ASTAXANTHIN: King of the Carotenoids

Carotenoids are a family of natural fat-soluble nutrients important for antioxidant defense. You’ve probably heard of some of them: beta-carotene, lycopene, lutein, zeaxanthin. If you eat a fruit or vegetable that is red, orange or yellow, odds are carotenoids are responsible for the vibrant color. (Pineapple, peaches, nectarines, tomatoes, papaya, apricots, carrots, watermelons, pumpkin, sweet potatoes… you get the point.) They do also appear in disguise sometimes, masked by chlorophyll, in dark green leafy vegetables like spinach, broccoli, collard greens, and kale.

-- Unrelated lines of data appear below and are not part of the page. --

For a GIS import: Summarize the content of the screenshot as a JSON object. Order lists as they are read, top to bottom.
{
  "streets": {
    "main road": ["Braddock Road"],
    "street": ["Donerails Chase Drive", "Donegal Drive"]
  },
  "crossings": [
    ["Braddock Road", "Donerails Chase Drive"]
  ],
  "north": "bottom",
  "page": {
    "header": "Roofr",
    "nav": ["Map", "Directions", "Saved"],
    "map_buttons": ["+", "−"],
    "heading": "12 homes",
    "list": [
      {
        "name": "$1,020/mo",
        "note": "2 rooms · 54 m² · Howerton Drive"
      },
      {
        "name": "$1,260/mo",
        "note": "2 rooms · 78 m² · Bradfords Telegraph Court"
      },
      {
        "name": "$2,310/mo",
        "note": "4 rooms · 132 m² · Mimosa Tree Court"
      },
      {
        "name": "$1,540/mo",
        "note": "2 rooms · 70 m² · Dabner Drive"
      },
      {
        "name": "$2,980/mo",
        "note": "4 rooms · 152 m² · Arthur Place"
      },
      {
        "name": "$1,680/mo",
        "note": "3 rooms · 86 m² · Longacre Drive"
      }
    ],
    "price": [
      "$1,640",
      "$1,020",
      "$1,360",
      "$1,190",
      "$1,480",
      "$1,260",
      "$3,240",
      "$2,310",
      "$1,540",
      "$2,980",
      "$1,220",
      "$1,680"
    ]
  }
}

Aside from food, some of the most beautiful colors in nature are brought to you by carotenoids: the pink flamingo, scarlet ibis, canary, lady bug, pink crustaceans and salmon, and many flowers all owe their “wow” factor to carotenoids.

Scarlet Ibis

While over 600 carotenoids have been identified in nature, fewer than 50 are part of the human diet. Humans cannot synthesize carotenoids and must ingest them via algae, plants, fungi and seafood.1

Most of the health benefits of carotenoids are associated with their action as antioxidants: they protect cells and tissues from the effects of free radicals.

Carotenoids are “kamikaze” antioxidants. In other words, carotenoids are not regenerated like other antioxidants such as Vitamin E or Coenzyme Q10; they are degraded in the process of neutralizing free radicals or reactive oxygen species. A typical carotenoid molecule like lycopene or beta-carotene can sustain more than 20 free radical “hits” by lipid radicals before it is completely destroyed.2

Carotenoids are not soluble in water. Therefore, they are transported in blood by low-density lipoproteins (LDL) together with other fat-soluble substances like vitamin E or cholesterol. When the LDL reaches cells of the skin epidermis and dermis, carotenoids are transferred by means of lipoprotein receptors on the cell surface. In this way, they offer skin protection against free radical damage from UV radiation.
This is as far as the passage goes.